MongoDB
Supported Versions
Dremio supports MongoDB 3.6 through 8.0.
Connect to MongoDB
- In the Dremio console, click Add Data on the Home page.
- In the Add Data dialog, select MongoDB.
- Configure the connection using the sections below, then click Save.
General
Under Name, enter the name of the connection. The name cannot include the following special characters: /, :, [, or ].
Connection
| Name | Description |
|---|---|
| Hosts | A list of Mongo hosts. If MongoDB is sharded, enter the mongos hosts. Otherwise, enter the mongod host. |
| Port | A list of Mongo port numbers. Defaults to 27017. |
- Connection Scheme -- Select how to connect to MongoDB.
- Encrypt connection -- Forces an encrypted connection over SSL.
- Read from secondaries only -- Disables reading from primaries. Might degrade performance.
Authentication
- No authentication method
- Master Authentication method (default)
- Username -- MongoDB username
- Password -- MongoDB password
- Authentication database -- Database to authenticate against.
Advanced Options
- Subpartition Size -- Number of records to be read by query fragments. This option can be used to increase query parallelism.

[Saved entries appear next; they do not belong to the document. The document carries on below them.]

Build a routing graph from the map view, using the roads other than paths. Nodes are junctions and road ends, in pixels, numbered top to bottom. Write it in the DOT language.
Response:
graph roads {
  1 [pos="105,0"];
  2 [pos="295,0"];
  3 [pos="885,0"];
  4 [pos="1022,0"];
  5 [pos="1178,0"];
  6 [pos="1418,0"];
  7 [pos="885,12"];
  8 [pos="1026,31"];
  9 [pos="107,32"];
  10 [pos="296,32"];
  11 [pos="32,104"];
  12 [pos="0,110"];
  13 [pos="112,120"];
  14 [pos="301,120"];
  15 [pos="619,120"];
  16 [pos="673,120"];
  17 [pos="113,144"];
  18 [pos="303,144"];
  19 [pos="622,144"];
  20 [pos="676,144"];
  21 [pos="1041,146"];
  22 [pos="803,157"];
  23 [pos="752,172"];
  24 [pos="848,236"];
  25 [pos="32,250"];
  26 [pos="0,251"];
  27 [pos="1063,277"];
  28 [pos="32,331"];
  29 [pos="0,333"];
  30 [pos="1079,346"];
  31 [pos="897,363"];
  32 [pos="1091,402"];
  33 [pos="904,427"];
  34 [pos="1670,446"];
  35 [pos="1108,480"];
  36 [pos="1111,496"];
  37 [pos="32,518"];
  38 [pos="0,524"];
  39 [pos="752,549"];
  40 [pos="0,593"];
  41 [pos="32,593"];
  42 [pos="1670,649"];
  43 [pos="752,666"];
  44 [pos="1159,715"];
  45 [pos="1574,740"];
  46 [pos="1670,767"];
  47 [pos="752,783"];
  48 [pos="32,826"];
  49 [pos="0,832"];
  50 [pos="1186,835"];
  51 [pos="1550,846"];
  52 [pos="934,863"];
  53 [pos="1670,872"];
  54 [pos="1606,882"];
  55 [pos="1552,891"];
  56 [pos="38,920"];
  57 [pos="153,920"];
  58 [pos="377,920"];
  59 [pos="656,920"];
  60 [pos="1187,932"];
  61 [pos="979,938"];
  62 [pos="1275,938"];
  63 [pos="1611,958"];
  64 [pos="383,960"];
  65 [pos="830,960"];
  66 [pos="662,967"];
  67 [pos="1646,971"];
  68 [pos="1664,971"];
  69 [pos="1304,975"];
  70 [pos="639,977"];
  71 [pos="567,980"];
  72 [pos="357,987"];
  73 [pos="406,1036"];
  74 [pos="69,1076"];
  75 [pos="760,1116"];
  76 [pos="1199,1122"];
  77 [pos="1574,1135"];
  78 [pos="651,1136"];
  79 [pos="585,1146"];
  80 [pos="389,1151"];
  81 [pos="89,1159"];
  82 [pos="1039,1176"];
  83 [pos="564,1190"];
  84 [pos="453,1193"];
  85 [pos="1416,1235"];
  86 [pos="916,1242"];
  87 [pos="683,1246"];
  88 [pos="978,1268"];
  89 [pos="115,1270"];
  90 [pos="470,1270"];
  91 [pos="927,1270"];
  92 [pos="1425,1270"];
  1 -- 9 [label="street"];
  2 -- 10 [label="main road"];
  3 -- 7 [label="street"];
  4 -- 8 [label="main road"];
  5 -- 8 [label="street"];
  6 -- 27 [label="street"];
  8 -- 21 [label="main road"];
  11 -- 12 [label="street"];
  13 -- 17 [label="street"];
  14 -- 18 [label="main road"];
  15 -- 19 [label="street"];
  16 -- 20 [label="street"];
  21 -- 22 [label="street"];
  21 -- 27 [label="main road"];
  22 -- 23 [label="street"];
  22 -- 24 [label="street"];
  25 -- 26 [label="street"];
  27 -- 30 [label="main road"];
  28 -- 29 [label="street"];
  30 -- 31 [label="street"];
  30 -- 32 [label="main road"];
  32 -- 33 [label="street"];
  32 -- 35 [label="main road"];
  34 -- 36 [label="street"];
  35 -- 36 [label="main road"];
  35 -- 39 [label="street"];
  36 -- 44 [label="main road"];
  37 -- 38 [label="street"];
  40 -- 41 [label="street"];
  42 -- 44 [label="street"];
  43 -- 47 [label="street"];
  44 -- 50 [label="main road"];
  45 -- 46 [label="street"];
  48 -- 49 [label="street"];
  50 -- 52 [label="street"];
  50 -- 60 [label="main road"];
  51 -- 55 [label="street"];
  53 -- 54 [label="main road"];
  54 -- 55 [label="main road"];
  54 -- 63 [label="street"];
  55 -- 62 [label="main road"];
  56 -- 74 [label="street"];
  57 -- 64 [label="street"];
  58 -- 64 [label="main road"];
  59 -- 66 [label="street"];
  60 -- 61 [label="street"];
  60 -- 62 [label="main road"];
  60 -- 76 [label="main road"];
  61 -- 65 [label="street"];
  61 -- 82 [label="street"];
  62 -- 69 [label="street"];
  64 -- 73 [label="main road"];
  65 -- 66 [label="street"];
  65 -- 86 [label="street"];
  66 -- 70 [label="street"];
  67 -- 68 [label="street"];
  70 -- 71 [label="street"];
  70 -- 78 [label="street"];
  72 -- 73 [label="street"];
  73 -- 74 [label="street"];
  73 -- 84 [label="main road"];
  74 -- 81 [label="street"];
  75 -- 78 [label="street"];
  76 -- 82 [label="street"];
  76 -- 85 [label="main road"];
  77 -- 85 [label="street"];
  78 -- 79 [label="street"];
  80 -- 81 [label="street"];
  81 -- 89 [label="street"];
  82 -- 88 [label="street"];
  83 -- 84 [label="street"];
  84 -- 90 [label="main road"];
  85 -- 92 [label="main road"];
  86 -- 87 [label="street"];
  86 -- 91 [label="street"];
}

- Sample Size -- Number of records to be read when sampling to determine the schema for a collection. If zero, the sample size is unlimited.
- Sample Method -- The method (First or Last) by which records should be read when sampling a collection to determine the schema.
- Auth Timeout (millis) -- Authentication timeout in milliseconds.
- Field names are case insensitive -- When enabled, Dremio reads all known variations of a field name when determining the schema, ignoring any value set for Sample Size. All field name variations are then used when pushing an operation down to MongoDB.
- Connection Properties -- A list of additional MongoDB connection parameters.
Reflection Refresh
- Never refresh -- Specifies how often to refresh based on hours, days, weeks, or never.
- Never expire -- Specifies how often to expire based on hours, days, weeks, or never.
Metadata
Dataset Handling
- Remove dataset definitions if underlying data is unavailable (Default).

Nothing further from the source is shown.